What is Lease in the law of property

Lease: Essential characteristics of a lease

Overview

The relationship of landlord and tenant is the relationship which exists between the parties to a lease. It is the creature of contract between the parties. The relationship arises, when the owner of certain immovable property grants to another for consideration an estate less than absolute ownership and less than he himself possesses in that property.

It is essential for the establishment of the relationship of landlord and tenant that there should be a lease, actual or presumed. The relationship can exist only in respect of immovable property which includes both corporeal hereditaments, such as buildings, mines and land, and incorporeal hereditaments, such as franchises, easements, profits, etc. 

Relevant Provisions

Section 105 of the Transfer of Property Act defines “Lease”, whereas Section 108 enumerates the rights and liabilities of the lessor and lessee. 

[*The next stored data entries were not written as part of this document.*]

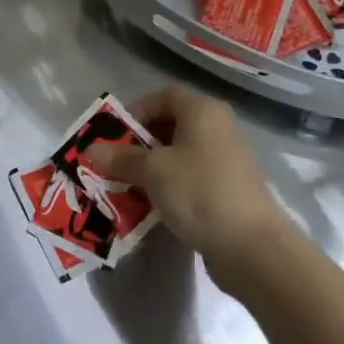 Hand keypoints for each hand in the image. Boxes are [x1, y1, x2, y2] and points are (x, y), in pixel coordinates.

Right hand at [84, 87, 291, 285]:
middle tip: (115, 163)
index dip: (137, 110)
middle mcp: (217, 129)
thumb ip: (121, 158)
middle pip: (171, 125)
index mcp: (203, 112)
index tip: (115, 134)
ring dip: (152, 168)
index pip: (165, 96)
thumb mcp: (153, 171)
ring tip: (127, 187)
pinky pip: (190, 179)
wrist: (252, 247)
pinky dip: (169, 187)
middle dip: (139, 143)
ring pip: (179, 155)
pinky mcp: (228, 191)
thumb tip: (91, 150)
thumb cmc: (199, 192)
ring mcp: (225, 161)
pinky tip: (152, 206) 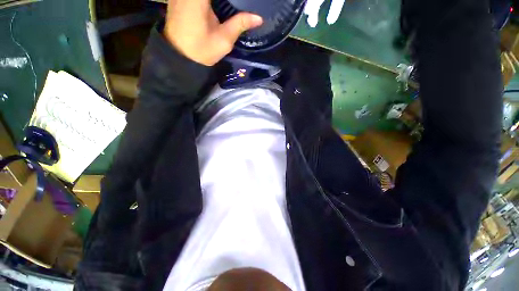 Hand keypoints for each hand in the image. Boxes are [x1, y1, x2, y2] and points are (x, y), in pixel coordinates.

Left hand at [164, 0, 262, 65]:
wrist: (180, 56)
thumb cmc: (202, 51)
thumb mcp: (224, 40)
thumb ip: (240, 24)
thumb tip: (259, 18)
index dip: (234, 0)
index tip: (242, 4)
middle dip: (228, 1)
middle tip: (238, 6)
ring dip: (221, 3)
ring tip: (231, 7)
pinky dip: (213, 3)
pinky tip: (220, 8) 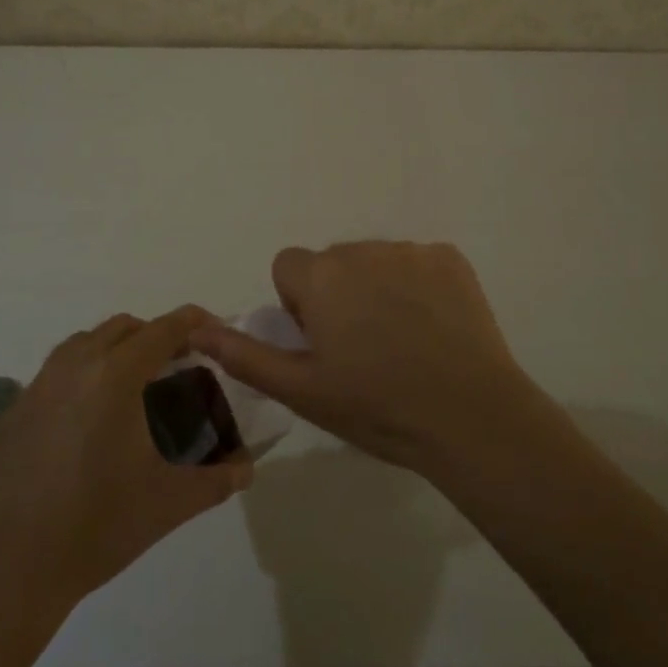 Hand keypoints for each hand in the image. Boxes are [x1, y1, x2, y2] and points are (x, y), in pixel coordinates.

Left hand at [0, 306, 251, 620]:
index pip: (162, 330)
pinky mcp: (12, 412)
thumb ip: (218, 479)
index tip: (213, 328)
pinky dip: (81, 377)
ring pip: (83, 343)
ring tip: (133, 384)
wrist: (12, 573)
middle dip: (154, 335)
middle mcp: (74, 367)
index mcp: (114, 377)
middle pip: (122, 327)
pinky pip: (54, 374)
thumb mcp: (170, 503)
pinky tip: (88, 419)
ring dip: (114, 349)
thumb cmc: (98, 528)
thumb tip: (248, 468)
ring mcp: (36, 387)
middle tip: (177, 363)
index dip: (192, 323)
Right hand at [190, 242, 549, 474]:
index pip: (288, 267)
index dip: (298, 304)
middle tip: (362, 350)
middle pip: (333, 263)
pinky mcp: (449, 258)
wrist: (470, 417)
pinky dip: (418, 287)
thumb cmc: (377, 407)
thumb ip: (245, 354)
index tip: (321, 342)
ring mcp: (410, 250)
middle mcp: (362, 249)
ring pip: (376, 262)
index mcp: (321, 276)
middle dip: (338, 295)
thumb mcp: (302, 390)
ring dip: (377, 289)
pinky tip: (435, 328)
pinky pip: (418, 263)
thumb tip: (197, 327)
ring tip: (402, 343)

What is Lease in the law of property

Text of Section 105;

Lease defined: A lease of immovable property is a transfer of a right to enjoy such property, made for a certain time, express or implied, or in perpetuity, in consideration of a price paid or promised, or of money, a share of crops, service or any other thing of value, to be rendered periodically or on specific occasions to the transferor by the transferee, who accepts the transfer on such terms. 

Meaning of Lease

Lease" means a contract authorizing the use and possession of land and/or building for a fixed time and for specified rent or fee to rent a building or property by contract. Word, " Lease " would imply a contract of occupation of land for a fixed term.

Definitions of Lease

Case Law Definitions of Lease:

(1) A lease is the transfer of a right to enjoy the certain immovable property for a determinate term less than that which the lessor himself has in the immovable property, The party by whom the lease is granted is called the “lessor” or “landlord” and the party to whom the lease is granted is called the “lessee” or “tenant”.  AIR 1982 Delhi 260 

(2) A lease is the grant of a right to the exclusive possession of the immovable property for a determinate term, less than that which the grantor has himself in the land, for a certain consideration. AIR 1968 SC 175 

According to Black’s Law Dictionary:

A lease is “a contract by which a rightful possessor of real property conveys the right to use and occupy that property in exchange for consideration, usually rent.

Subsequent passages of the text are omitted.